Hanno vinto 3 titoli a testa, 1 a 1 è il conto dei confronti diretti in Finale: il 1987 deve proclamare in modo definitivo chi è il migliore tra Magic e Bird. Ma mentre i Lakers arrivano in Finale di volata, lasciando per strada solo una partita, Boston è costretta a gara 7 sia da Milwaukee che da Detroit: la fatica si farà sentire. Con i Lakers avanti 2 a 1 nella Serie, a pochi secondi dalla fine di gara 4 i Celtics guidano, 106-104. Jabbar realizza solo un tiro libero, sul secondo sbagliato c'è un parapiglia a rimbalzo, con la palla che finisce in mano a Magic: braccato da mezza difesa, la guardia dei Lakers si inventa un gancio cielo alla Jabbar che supera i difensori e finisce a canestro. 107 a 106, con il "baby gancio" Magic vince la gara decisiva della Serie, che dopo una vittoria casalinga dei Celtics si conclude 4 a 2 per i Lakers del neo MVP. Tra le note a margine della stagione, al suo primo campionato completo, Michael Jordan vince la classifica dei realizzatori con 37 punti di media a partita(!!).

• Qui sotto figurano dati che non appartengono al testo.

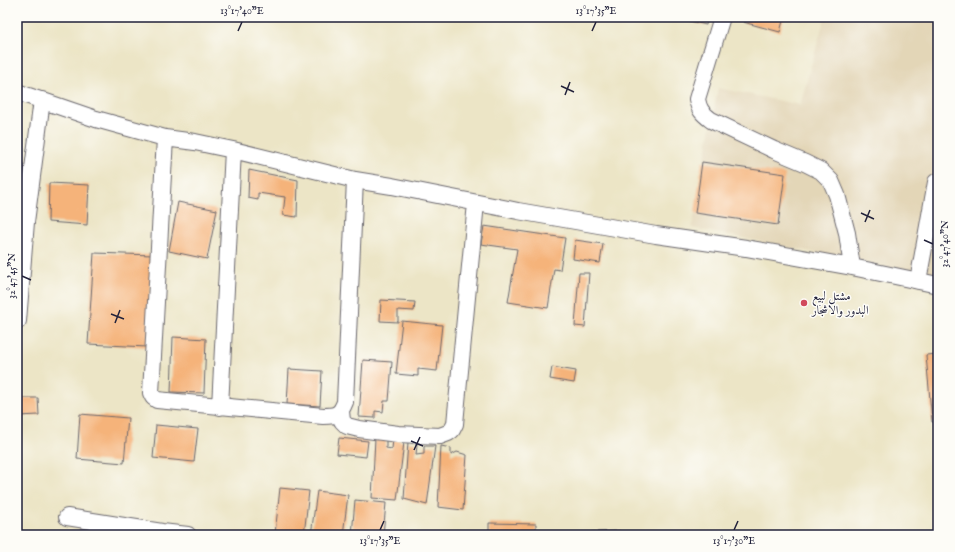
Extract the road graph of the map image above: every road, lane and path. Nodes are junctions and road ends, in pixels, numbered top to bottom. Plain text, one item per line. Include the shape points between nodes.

Nel Torneo NCAA, l'introduzione dell'arco da tre punti premia le squadre con grandi tiratori esterni, come Indiana, che supera Syracuse 74-73. Continuano i Superbowl a senso unico, con i New York Giants che hanno facilmente ragione di Denver. Per la prima volta nella centenaria storia del baseball, la squadra di casa vince tutte le partite nelle World series, con Minnesota campione dopo gara 7 contro St.Louis. Il cavallo forse più importante degli ultimi 20 anni del galoppo americano, Alysheba, è l'ennesima vittima della maledizione della Triple crown: vince le prime due corse ma è solo quarto nell'ultimo atto dell'evento.